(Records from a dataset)
----

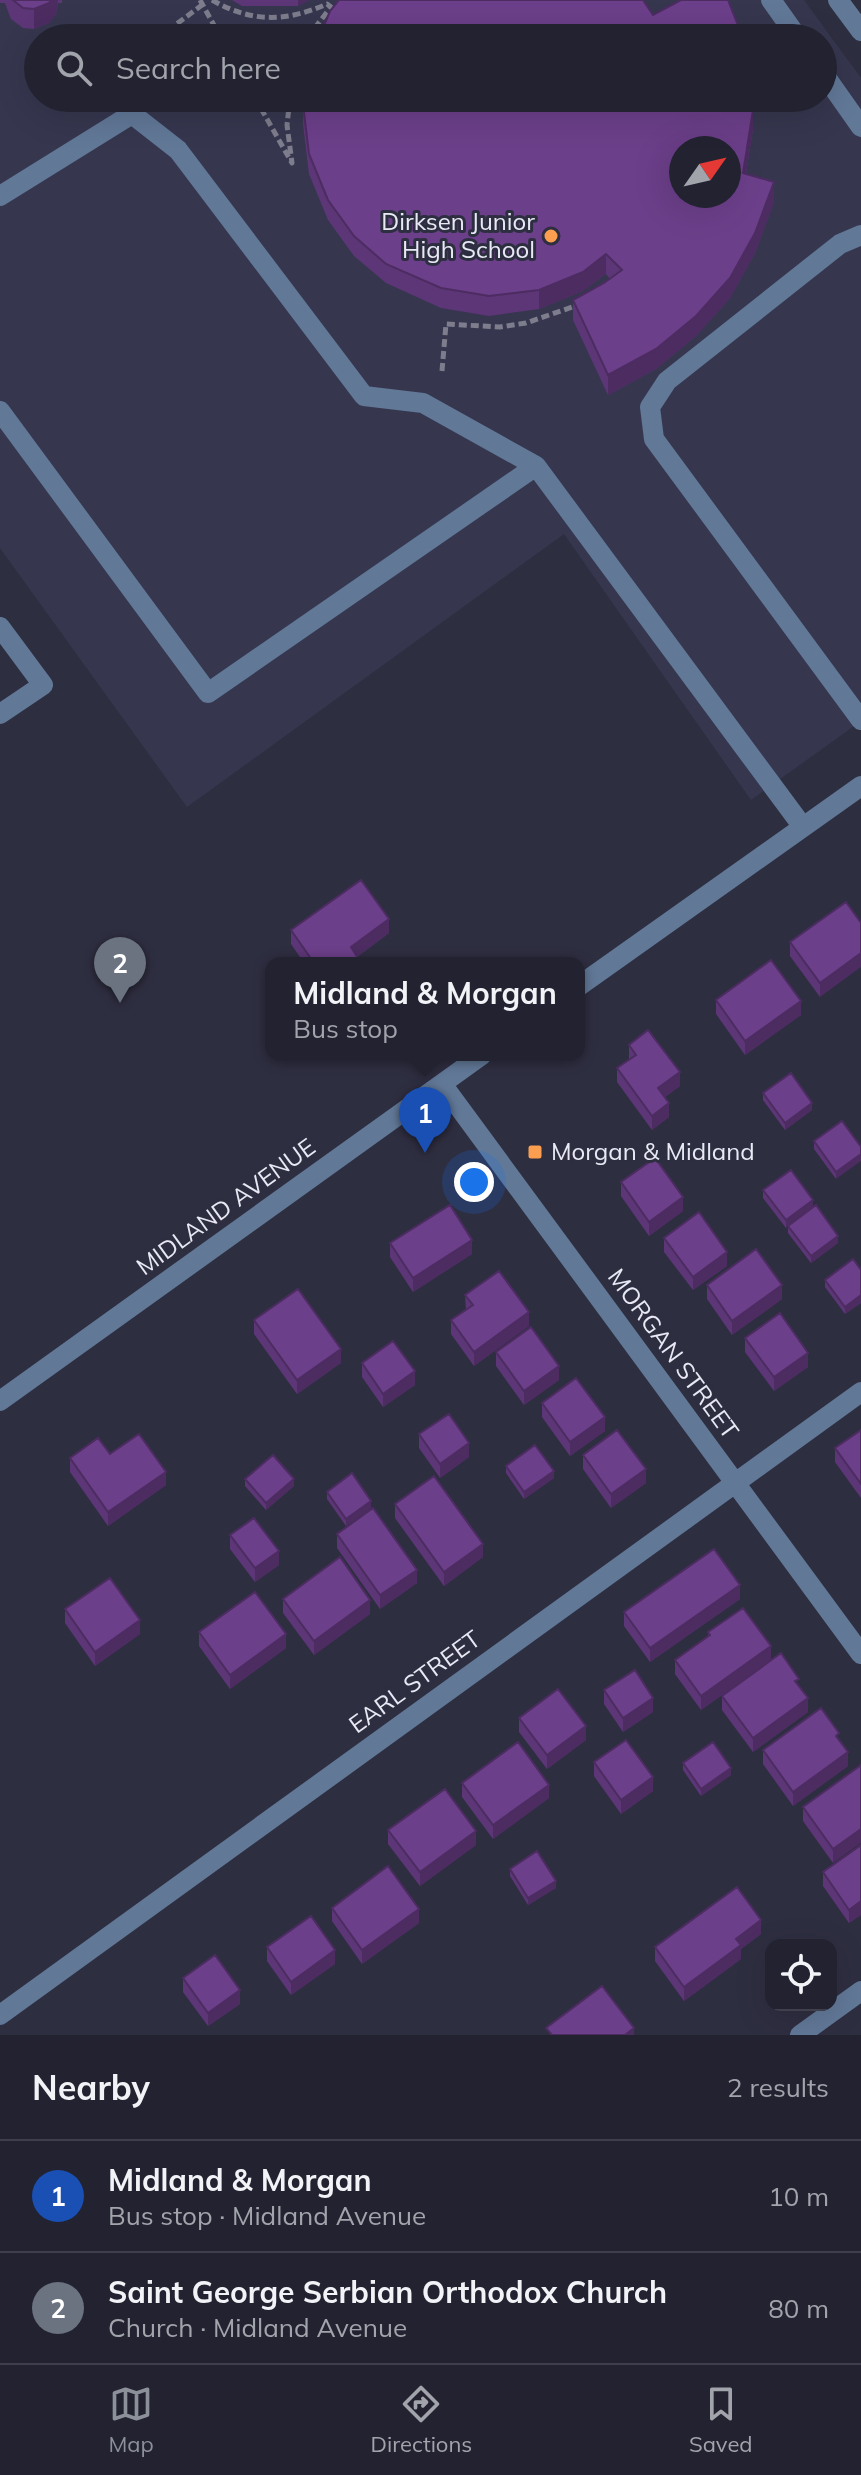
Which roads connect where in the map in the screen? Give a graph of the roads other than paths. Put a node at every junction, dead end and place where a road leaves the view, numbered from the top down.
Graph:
1 (771, 0) edge
2 (838, 0) edge
3 (788, 24) edge
4 (861, 31) edge
5 (837, 93) edge
6 (861, 127) edge
7 (0, 196) edge
8 (861, 235) edge
9 (0, 411) edge
10 (536, 466) junction
11 (0, 627) edge
12 (0, 714) edge
13 (861, 720) edge
14 (861, 786) edge
15 (803, 827) junction
16 (585, 982) edge
17 (474, 1061) edge
18 (442, 1084) junction
19 (861, 1392) edge
20 (0, 1401) edge
21 (735, 1483) junction
22 (861, 1654) edge
23 (861, 1991) edge
24 (0, 2015) edge
25 (800, 2035) edge

1 - 3 street
2 - 4 street
5 - 6 street
7 - 10 street
8 - 13 street
9 - 10 street
10 - 15 street
11 - 12 street
14 - 15 street
15 - 16 street
17 - 18 street, MIDLAND AVENUE
18 - 20 street, MIDLAND AVENUE
18 - 21 street, MORGAN STREET
19 - 21 street, EARL STREET
21 - 22 street, MORGAN STREET
21 - 24 street, EARL STREET
23 - 25 street

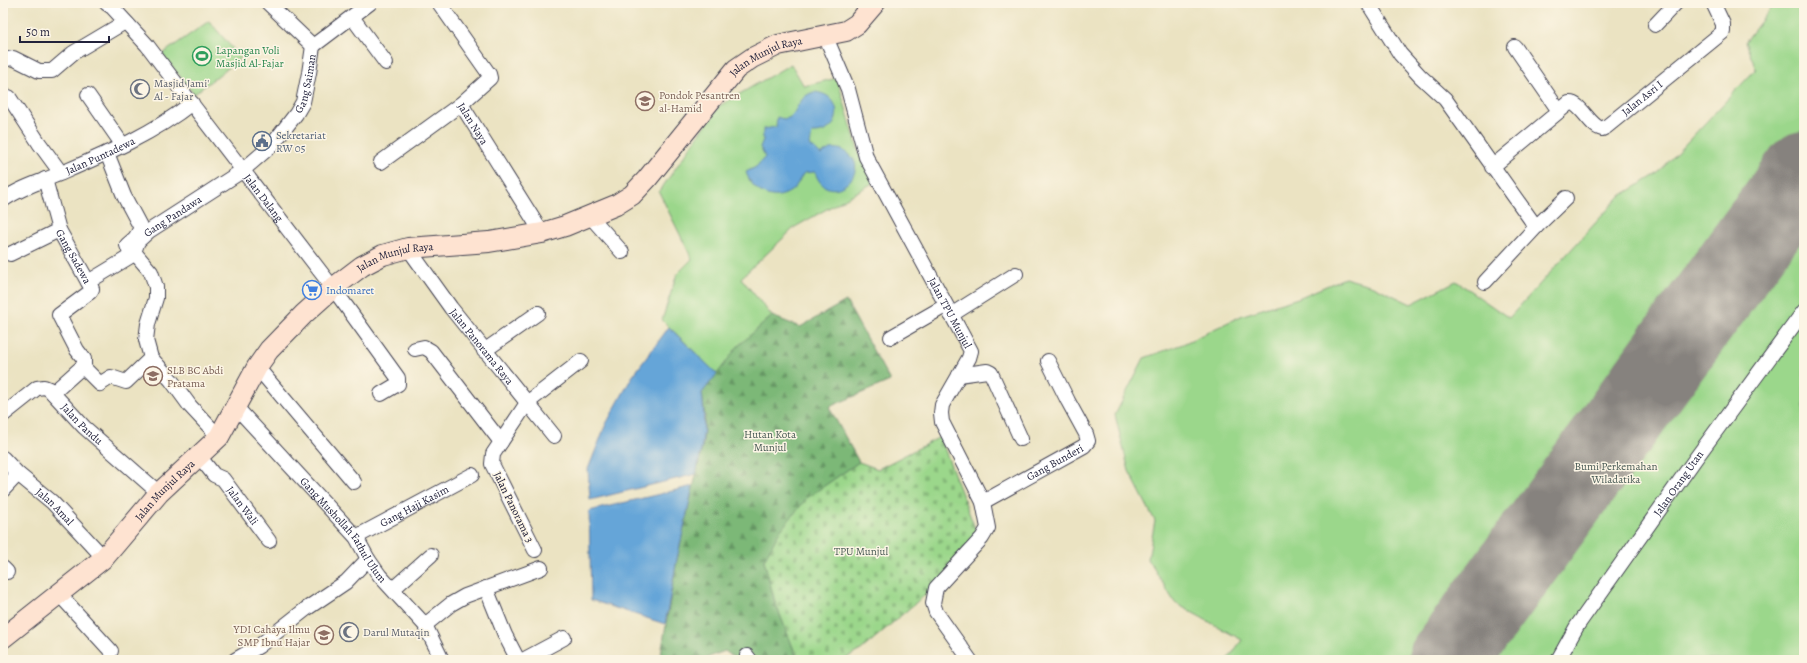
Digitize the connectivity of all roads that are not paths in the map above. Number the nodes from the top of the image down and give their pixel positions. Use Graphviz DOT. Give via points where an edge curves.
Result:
graph roads {
  1 [pos="106,3"];
  2 [pos="268,3"];
  3 [pos="370,3"];
  4 [pos="440,3"];
  5 [pos="875,3"];
  6 [pos="1368,3"];
  7 [pos="1676,3"];
  8 [pos="1713,3"];
  9 [pos="352,17"];
  10 [pos="125,22"];
  11 [pos="1655,25"];
  12 [pos="826,35"];
  13 [pos="313,46"];
  14 [pos="1515,47"];
  15 [pos="3,60"];
  16 [pos="386,63"];
  17 [pos="88,95"];
  18 [pos="3,101"];
  19 [pos="192,103"];
  20 [pos="461,104"];
  21 [pos="1559,111"];
  22 [pos="122,144"];
  23 [pos="107,153"];
  24 [pos="382,162"];
  25 [pos="1492,166"];
  26 [pos="242,172"];
  27 [pos="61,173"];
  28 [pos="45,178"];
  29 [pos="1566,198"];
  30 [pos="3,200"];
  31 [pos="590,216"];
  32 [pos="1536,227"];
  33 [pos="60,230"];
  34 [pos="542,233"];
  35 [pos="408,248"];
  36 [pos="622,252"];
  37 [pos="10,254"];
  38 [pos="1016,274"];
  39 [pos="88,282"];
  40 [pos="1485,282"];
  41 [pos="333,288"];
  42 [pos="948,310"];
  43 [pos="1804,311"];
  44 [pos="538,313"];
  45 [pos="891,337"];
  46 [pos="415,349"];
  47 [pos="484,351"];
  48 [pos="151,358"];
  49 [pos="581,361"];
  50 [pos="1048,361"];
  51 [pos="83,366"];
  52 [pos="257,367"];
  53 [pos="960,374"];
  54 [pos="53,393"];
  55 [pos="381,394"];
  56 [pos="527,403"];
  57 [pos="235,406"];
  58 [pos="3,415"];
  59 [pos="554,436"];
  60 [pos="219,437"];
  61 [pos="1021,439"];
  62 [pos="501,442"];
  63 [pos="200,456"];
  64 [pos="3,458"];
  65 [pos="18,474"];
  66 [pos="472,475"];
  67 [pos="354,482"];
  68 [pos="3,490"];
  69 [pos="159,493"];
  70 [pos="983,502"];
  71 [pos="356,537"];
  72 [pos="269,541"];
  73 [pos="535,550"];
  74 [pos="431,555"];
  75 [pos="104,558"];
  76 [pos="368,559"];
  77 [pos="540,568"];
  78 [pos="486,588"];
  79 [pos="394,590"];
  80 [pos="59,594"];
  81 [pos="425,625"];
  82 [pos="3,638"];
  83 [pos="564,638"];
  84 [pos="111,651"];
  85 [pos="235,660"];
  86 [pos="442,660"];
  87 [pos="518,660"];
  88 [pos="523,660"];
  89 [pos="970,660"];
  90 [pos="1558,660"];
  1 -- 10 [label="street, Jalan Dalang"];
  2 -- 13 [label="street"];
  3 -- 9 [label="street"];
  4 -- 20 [label="street, Jalan Naya" via="489,74 488,82"];
  5 -- 12 [label="street, Jalan Munjul Raya" via="857,24 846,31"];
  6 -- 25 [label="street" via="1400,54 1445,98"];
  7 -- 11 [label="street"];
  8 -- 21 [label="street, Jalan Asri I" via="1724,30 1606,127 1602,129 1596,126 1573,103"];
  9 -- 13 [label="street"];
  9 -- 16 [label="street"];
  10 -- 15 [label="street" via="73,53 52,71 39,71 13,58"];
  10 -- 19 [label="street, Jalan Dalang"];
  12 -- 31 [label="street, Jalan Munjul Raya" via="778,45 736,69 685,134 632,195"];
  12 -- 42 [label="street, Jalan TPU Munjul" via="848,89 866,157"];
  13 -- 26 [label="street, Gang Saiman" via="303,102 272,145"];
  14 -- 21 [label="street"];
  17 -- 22 [label="street"];
  18 -- 27 [label="street" via="9,97"];
  19 -- 22 [label="street, Jalan Puntadewa"];
  19 -- 26 [label="street, Jalan Dalang"];
  20 -- 24 [label="street"];
  20 -- 34 [label="street, Jalan Naya"];
  21 -- 25 [label="street, Jalan Asri I"];
  22 -- 23 [label="street, Jalan Puntadewa"];
  23 -- 27 [label="street, Jalan Puntadewa"];
  23 -- 39 [label="street" via="124,196 141,228 127,245 131,256"];
  25 -- 32 [label="street"];
  26 -- 41 [label="street, Jalan Dalang"];
  26 -- 48 [label="street, Gang Pandawa" via="149,231 135,246 134,252 151,272 156,287 156,298 146,340"];
  27 -- 28 [label="street, Jalan Puntadewa"];
  28 -- 30 [label="street, Jalan Puntadewa"];
  28 -- 33 [label="street, Gang Sadewa"];
  29 -- 32 [label="street"];
  31 -- 34 [label="street, Jalan Munjul Raya"];
  31 -- 36 [label="street"];
  32 -- 40 [label="street"];
  33 -- 37 [label="street"];
  33 -- 39 [label="street, Gang Sadewa"];
  34 -- 35 [label="street, Jalan Munjul Raya" via="489,242"];
  35 -- 41 [label="street, Jalan Munjul Raya" via="383,255 362,266"];
  35 -- 47 [label="street, Jalan Panorama Raya"];
  38 -- 42 [label="street"];
  39 -- 51 [label="street, Gang Sadewa" via="92,289 90,292 59,315 84,359"];
  41 -- 52 [label="street, Jalan Munjul Raya" via="268,350"];
  41 -- 55 [label="street, Jalan Dalang" via="398,378 398,384"];
  42 -- 45 [label="street"];
  42 -- 53 [label="street, Jalan TPU Munjul" via="971,352"];
  43 -- 90 [label="street, Jalan Orang Utan" via="1577,626"];
  44 -- 47 [label="street"];
  46 -- 62 [label="street" via="424,347 431,351"];
  47 -- 56 [label="street, Jalan Panorama Raya"];
  48 -- 51 [label="street, Gang Sadewa" via="126,382 111,377 100,384"];
  48 -- 60 [label="street, Gang Pandawa"];
  49 -- 56 [label="street, Jalan Panorama 3"];
  50 -- 70 [label="street, Gang Bunderi" via="1088,441 1084,446"];
  51 -- 54 [label="street"];
  52 -- 57 [label="street, Jalan Munjul Raya"];
  52 -- 67 [label="street"];
  53 -- 61 [label="street" via="987,371 991,374"];
  53 -- 70 [label="street, Jalan TPU Munjul" via="940,413 942,422"];
  54 -- 58 [label="street, Jalan Pandu" via="44,387 37,388"];
  54 -- 69 [label="street, Jalan Pandu" via="84,427"];
  56 -- 59 [label="street, Jalan Panorama Raya"];
  56 -- 62 [label="street, Jalan Panorama 3"];
  57 -- 60 [label="street, Jalan Munjul Raya"];
  57 -- 71 [label="street, Gang Mushollah Fathul Ulum"];
  60 -- 63 [label="street, Jalan Munjul Raya"];
  62 -- 73 [label="street, Jalan Panorama 3" via="493,454 492,464"];
  63 -- 69 [label="street, Jalan Munjul Raya"];
  63 -- 72 [label="street, Jalan Wali" via="214,476 223,479"];
  64 -- 65 [label="street, Jalan Amal"];
  65 -- 68 [label="street"];
  65 -- 75 [label="street, Jalan Amal" via="52,502"];
  66 -- 71 [label="street, Gang Haji Kasim"];
  69 -- 75 [label="street, Jalan Munjul Raya"];
  70 -- 89 [label="street, Jalan TPU Munjul" via="988,528 982,538 936,588 933,603 936,612"];
  71 -- 76 [label="street, Gang Mushollah Fathul Ulum"];
  74 -- 79 [label="street"];
  75 -- 80 [label="street, Jalan Munjul Raya"];
  76 -- 79 [label="street, Gang Mushollah Fathul Ulum"];
  76 -- 85 [label="street" via="346,582 259,646"];
  77 -- 78 [label="street"];
  78 -- 81 [label="street" via="451,604"];
  78 -- 87 [label="street" via="505,636"];
  79 -- 81 [label="street, Gang Mushollah Fathul Ulum"];
  80 -- 82 [label="street, Jalan Munjul Raya"];
  80 -- 84 [label="street"];
  81 -- 86 [label="street, Gang Mushollah Fathul Ulum"];
  83 -- 88 [label="street"];
}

----

The word "Amal" appears in some lines of the records. Please work out how many and reply with that number only.

2